Agent Binary Storage

jameinel · 25 September 2019 10:23

How Juju Tracks and Stores Agent Binaries

As I’m working up a tool to introspect what agent binaries are stored on a controller, I figured I would start documenting the layering that is used when adding or retrieving agent binaries. This document is a work in progress, but hopefully it will be easier to understand the layering than working it out from scratch in the code base.

Background

There are a couple of historic references/reasons why the code is structured as it is. I want to mention them here. At one point agent binaries were just called Juju “tools”, and while we’ve updated the external references in documentation, a fair amount of the internal code still uses the word “tools”.

Also, the code used to store agent binaries is layered on top of other code that was written for storing Charm resources. One of the goals with charm resources was that while each charm would bring along its own resource, if that content happened to be identical, the data would only be stored once in the database. This deduplication is also used for agent binaries. So at the highest level, it appears the binary is stored multiple times, but they all end up as just a reference to

Layers

Layer 1

At the topmost layer you have State.ToolsStorage() which returns a binarystorage.layeredStorage. This is because each model thinks about its charms and agents independently, though they are all stored internally into the same deduped resource storage. Thus lookups try to find the Agent Binary in a per-model storage, and then fall back to the controller model’s storage. When adding, models would store an agent binary referenced only by their own storage. Normal operations is that you upgrade a model to the same version as the controller, though, so it is unlikely to have many referenced by just a model that aren’t actually stored as controller entries.

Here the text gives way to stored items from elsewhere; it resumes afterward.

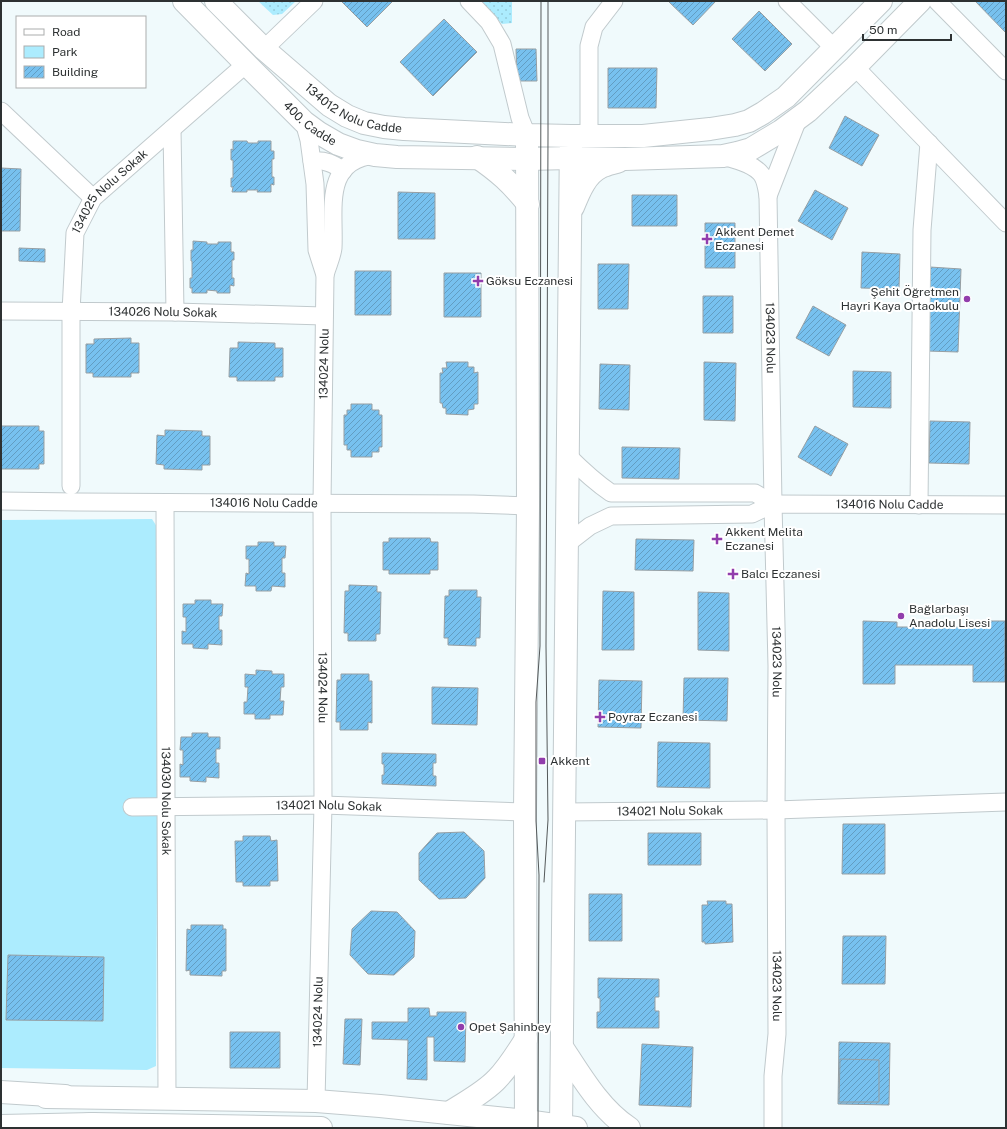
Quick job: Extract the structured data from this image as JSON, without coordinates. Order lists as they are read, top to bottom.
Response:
{
  "streets": {
    "main road": ["134012 Nolu Cadde", "400. Cadde"],
    "street": [
      "134025 Nolu Sokak",
      "134026 Nolu Sokak",
      "134023 Nolu",
      "134024 Nolu",
      "134016 Nolu Cadde",
      "134030 Nolu Sokak",
      "134021 Nolu Sokak"
    ]
  },
  "crossings": [
    ["400. Cadde", "134025 Nolu Sokak"],
    ["400. Cadde", "134024 Nolu"],
    ["134025 Nolu Sokak", "134026 Nolu Sokak"],
    ["134026 Nolu Sokak", "134024 Nolu"],
    ["134023 Nolu", "134016 Nolu Cadde"],
    ["134023 Nolu", "134021 Nolu Sokak"],
    ["134024 Nolu", "134016 Nolu Cadde"],
    ["134024 Nolu", "134021 Nolu Sokak"],
    ["134016 Nolu Cadde", "134030 Nolu Sokak"],
    ["134030 Nolu Sokak", "134021 Nolu Sokak"]
  ],
  "places": {
    "health": [
      "Akkent Demet Eczanesi",
      "Göksu Eczanesi",
      "Akkent Melita Eczanesi",
      "Balcı Eczanesi",
      "Poyraz Eczanesi"
    ],
    "other": ["Şehit Öğretmen Hayri Kaya Ortaokulu", "Bağlarbaşı Anadolu Lisesi", "Opet Şahinbey"],
    "transit": ["Akkent"]
  },
  "legend": ["Road", "Park", "Building"],
  "scale_bar": "50 m"
}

For every series that we support, we Add an entry to our ToolsStorage. (Note the actual bytes will be deduped at the ‘resource’ layer.) LayeredStorage.Add just adds to the first BinaryStorage.Add. This records in the database collection juju.toolsmetadata a Version string for the Agent Binary (for this model, which is likely to be the controller model), that maps to its sha256 and its “path”. Note that this path is not the ‘complete’ path in the storage layer.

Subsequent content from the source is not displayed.